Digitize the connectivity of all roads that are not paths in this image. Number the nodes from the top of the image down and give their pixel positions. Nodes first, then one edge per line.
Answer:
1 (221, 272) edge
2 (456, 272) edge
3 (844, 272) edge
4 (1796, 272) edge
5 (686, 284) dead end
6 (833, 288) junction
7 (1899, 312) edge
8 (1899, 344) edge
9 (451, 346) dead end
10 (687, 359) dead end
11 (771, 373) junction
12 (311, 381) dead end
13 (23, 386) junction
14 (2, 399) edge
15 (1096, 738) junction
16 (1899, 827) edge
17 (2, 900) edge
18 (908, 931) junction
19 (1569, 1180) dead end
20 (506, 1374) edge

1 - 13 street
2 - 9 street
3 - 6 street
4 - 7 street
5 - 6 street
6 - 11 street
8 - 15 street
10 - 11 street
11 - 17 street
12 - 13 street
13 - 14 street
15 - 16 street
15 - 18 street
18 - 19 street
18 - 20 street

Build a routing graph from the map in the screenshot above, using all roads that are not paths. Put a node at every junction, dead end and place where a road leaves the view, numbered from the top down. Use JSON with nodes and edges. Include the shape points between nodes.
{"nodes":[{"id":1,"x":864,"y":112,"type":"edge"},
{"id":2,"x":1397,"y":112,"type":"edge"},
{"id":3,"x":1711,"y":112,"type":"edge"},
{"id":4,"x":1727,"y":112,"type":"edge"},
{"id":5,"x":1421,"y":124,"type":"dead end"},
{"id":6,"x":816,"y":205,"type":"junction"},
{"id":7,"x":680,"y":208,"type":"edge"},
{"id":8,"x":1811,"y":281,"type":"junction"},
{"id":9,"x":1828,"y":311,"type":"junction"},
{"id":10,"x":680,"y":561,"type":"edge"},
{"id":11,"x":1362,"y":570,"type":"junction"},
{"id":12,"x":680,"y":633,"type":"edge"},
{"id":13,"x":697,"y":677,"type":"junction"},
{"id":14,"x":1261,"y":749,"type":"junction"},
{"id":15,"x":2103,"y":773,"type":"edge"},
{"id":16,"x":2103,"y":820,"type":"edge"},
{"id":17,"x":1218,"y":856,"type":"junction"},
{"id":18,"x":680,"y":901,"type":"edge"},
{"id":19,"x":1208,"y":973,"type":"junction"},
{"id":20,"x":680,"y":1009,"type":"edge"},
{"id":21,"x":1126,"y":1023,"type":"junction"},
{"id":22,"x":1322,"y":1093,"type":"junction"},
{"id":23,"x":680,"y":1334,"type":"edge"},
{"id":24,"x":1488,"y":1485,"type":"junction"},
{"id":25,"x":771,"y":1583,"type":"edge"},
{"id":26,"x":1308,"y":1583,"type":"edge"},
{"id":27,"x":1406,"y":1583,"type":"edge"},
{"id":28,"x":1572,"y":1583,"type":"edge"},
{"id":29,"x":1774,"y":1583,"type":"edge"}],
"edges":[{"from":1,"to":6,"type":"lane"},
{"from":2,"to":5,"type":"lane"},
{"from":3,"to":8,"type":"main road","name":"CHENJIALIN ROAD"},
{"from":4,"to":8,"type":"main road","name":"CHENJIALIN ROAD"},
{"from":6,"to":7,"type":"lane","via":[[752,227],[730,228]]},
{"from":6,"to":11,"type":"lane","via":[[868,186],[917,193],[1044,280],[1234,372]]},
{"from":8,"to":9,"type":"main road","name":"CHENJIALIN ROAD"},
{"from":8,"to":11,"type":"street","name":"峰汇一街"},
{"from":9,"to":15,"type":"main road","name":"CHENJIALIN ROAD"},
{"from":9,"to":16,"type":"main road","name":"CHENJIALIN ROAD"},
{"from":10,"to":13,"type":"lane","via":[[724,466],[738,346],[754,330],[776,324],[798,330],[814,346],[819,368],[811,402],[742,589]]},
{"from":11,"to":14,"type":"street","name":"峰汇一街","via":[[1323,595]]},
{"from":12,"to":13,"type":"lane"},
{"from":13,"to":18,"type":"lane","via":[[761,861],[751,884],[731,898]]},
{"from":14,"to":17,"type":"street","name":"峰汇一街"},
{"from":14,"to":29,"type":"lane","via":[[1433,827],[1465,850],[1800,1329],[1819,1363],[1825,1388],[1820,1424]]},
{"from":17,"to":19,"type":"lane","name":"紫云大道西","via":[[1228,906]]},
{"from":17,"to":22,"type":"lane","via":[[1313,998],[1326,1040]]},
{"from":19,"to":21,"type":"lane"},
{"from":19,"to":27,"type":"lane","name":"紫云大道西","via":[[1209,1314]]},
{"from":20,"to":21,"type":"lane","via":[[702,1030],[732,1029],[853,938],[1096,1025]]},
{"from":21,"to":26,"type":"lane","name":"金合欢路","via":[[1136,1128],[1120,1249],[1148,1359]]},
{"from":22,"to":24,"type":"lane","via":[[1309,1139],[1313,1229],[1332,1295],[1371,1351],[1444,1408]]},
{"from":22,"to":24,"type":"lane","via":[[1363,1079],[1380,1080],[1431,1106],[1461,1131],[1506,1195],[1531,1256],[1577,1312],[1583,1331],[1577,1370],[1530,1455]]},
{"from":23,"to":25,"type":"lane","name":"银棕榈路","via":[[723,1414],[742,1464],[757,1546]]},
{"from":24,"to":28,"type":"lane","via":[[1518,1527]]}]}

Your task:
Every entry above has to be returned exactly as written.

Task output:
Digitize the connectivity of all roads that are not paths in this image. Number the nodes from the top of the image down and give their pixel positions. Nodes first, then one edge per line.
Answer:
1 (221, 272) edge
2 (456, 272) edge
3 (844, 272) edge
4 (1796, 272) edge
5 (686, 284) dead end
6 (833, 288) junction
7 (1899, 312) edge
8 (1899, 344) edge
9 (451, 346) dead end
10 (687, 359) dead end
11 (771, 373) junction
12 (311, 381) dead end
13 (23, 386) junction
14 (2, 399) edge
15 (1096, 738) junction
16 (1899, 827) edge
17 (2, 900) edge
18 (908, 931) junction
19 (1569, 1180) dead end
20 (506, 1374) edge

1 - 13 street
2 - 9 street
3 - 6 street
4 - 7 street
5 - 6 street
6 - 11 street
8 - 15 street
10 - 11 street
11 - 17 street
12 - 13 street
13 - 14 street
15 - 16 street
15 - 18 street
18 - 19 street
18 - 20 street

Build a routing graph from the map in the screenshot above, using all roads that are not paths. Put a node at every junction, dead end and place where a road leaves the view, numbered from the top down. Use JSON with nodes and edges. Include the shape points between nodes.
{"nodes":[{"id":1,"x":864,"y":112,"type":"edge"},
{"id":2,"x":1397,"y":112,"type":"edge"},
{"id":3,"x":1711,"y":112,"type":"edge"},
{"id":4,"x":1727,"y":112,"type":"edge"},
{"id":5,"x":1421,"y":124,"type":"dead end"},
{"id":6,"x":816,"y":205,"type":"junction"},
{"id":7,"x":680,"y":208,"type":"edge"},
{"id":8,"x":1811,"y":281,"type":"junction"},
{"id":9,"x":1828,"y":311,"type":"junction"},
{"id":10,"x":680,"y":561,"type":"edge"},
{"id":11,"x":1362,"y":570,"type":"junction"},
{"id":12,"x":680,"y":633,"type":"edge"},
{"id":13,"x":697,"y":677,"type":"junction"},
{"id":14,"x":1261,"y":749,"type":"junction"},
{"id":15,"x":2103,"y":773,"type":"edge"},
{"id":16,"x":2103,"y":820,"type":"edge"},
{"id":17,"x":1218,"y":856,"type":"junction"},
{"id":18,"x":680,"y":901,"type":"edge"},
{"id":19,"x":1208,"y":973,"type":"junction"},
{"id":20,"x":680,"y":1009,"type":"edge"},
{"id":21,"x":1126,"y":1023,"type":"junction"},
{"id":22,"x":1322,"y":1093,"type":"junction"},
{"id":23,"x":680,"y":1334,"type":"edge"},
{"id":24,"x":1488,"y":1485,"type":"junction"},
{"id":25,"x":771,"y":1583,"type":"edge"},
{"id":26,"x":1308,"y":1583,"type":"edge"},
{"id":27,"x":1406,"y":1583,"type":"edge"},
{"id":28,"x":1572,"y":1583,"type":"edge"},
{"id":29,"x":1774,"y":1583,"type":"edge"}],
"edges":[{"from":1,"to":6,"type":"lane"},
{"from":2,"to":5,"type":"lane"},
{"from":3,"to":8,"type":"main road","name":"CHENJIALIN ROAD"},
{"from":4,"to":8,"type":"main road","name":"CHENJIALIN ROAD"},
{"from":6,"to":7,"type":"lane","via":[[752,227],[730,228]]},
{"from":6,"to":11,"type":"lane","via":[[868,186],[917,193],[1044,280],[1234,372]]},
{"from":8,"to":9,"type":"main road","name":"CHENJIALIN ROAD"},
{"from":8,"to":11,"type":"street","name":"峰汇一街"},
{"from":9,"to":15,"type":"main road","name":"CHENJIALIN ROAD"},
{"from":9,"to":16,"type":"main road","name":"CHENJIALIN ROAD"},
{"from":10,"to":13,"type":"lane","via":[[724,466],[738,346],[754,330],[776,324],[798,330],[814,346],[819,368],[811,402],[742,589]]},
{"from":11,"to":14,"type":"street","name":"峰汇一街","via":[[1323,595]]},
{"from":12,"to":13,"type":"lane"},
{"from":13,"to":18,"type":"lane","via":[[761,861],[751,884],[731,898]]},
{"from":14,"to":17,"type":"street","name":"峰汇一街"},
{"from":14,"to":29,"type":"lane","via":[[1433,827],[1465,850],[1800,1329],[1819,1363],[1825,1388],[1820,1424]]},
{"from":17,"to":19,"type":"lane","name":"紫云大道西","via":[[1228,906]]},
{"from":17,"to":22,"type":"lane","via":[[1313,998],[1326,1040]]},
{"from":19,"to":21,"type":"lane"},
{"from":19,"to":27,"type":"lane","name":"紫云大道西","via":[[1209,1314]]},
{"from":20,"to":21,"type":"lane","via":[[702,1030],[732,1029],[853,938],[1096,1025]]},
{"from":21,"to":26,"type":"lane","name":"金合欢路","via":[[1136,1128],[1120,1249],[1148,1359]]},
{"from":22,"to":24,"type":"lane","via":[[1309,1139],[1313,1229],[1332,1295],[1371,1351],[1444,1408]]},
{"from":22,"to":24,"type":"lane","via":[[1363,1079],[1380,1080],[1431,1106],[1461,1131],[1506,1195],[1531,1256],[1577,1312],[1583,1331],[1577,1370],[1530,1455]]},
{"from":23,"to":25,"type":"lane","name":"银棕榈路","via":[[723,1414],[742,1464],[757,1546]]},
{"from":24,"to":28,"type":"lane","via":[[1518,1527]]}]}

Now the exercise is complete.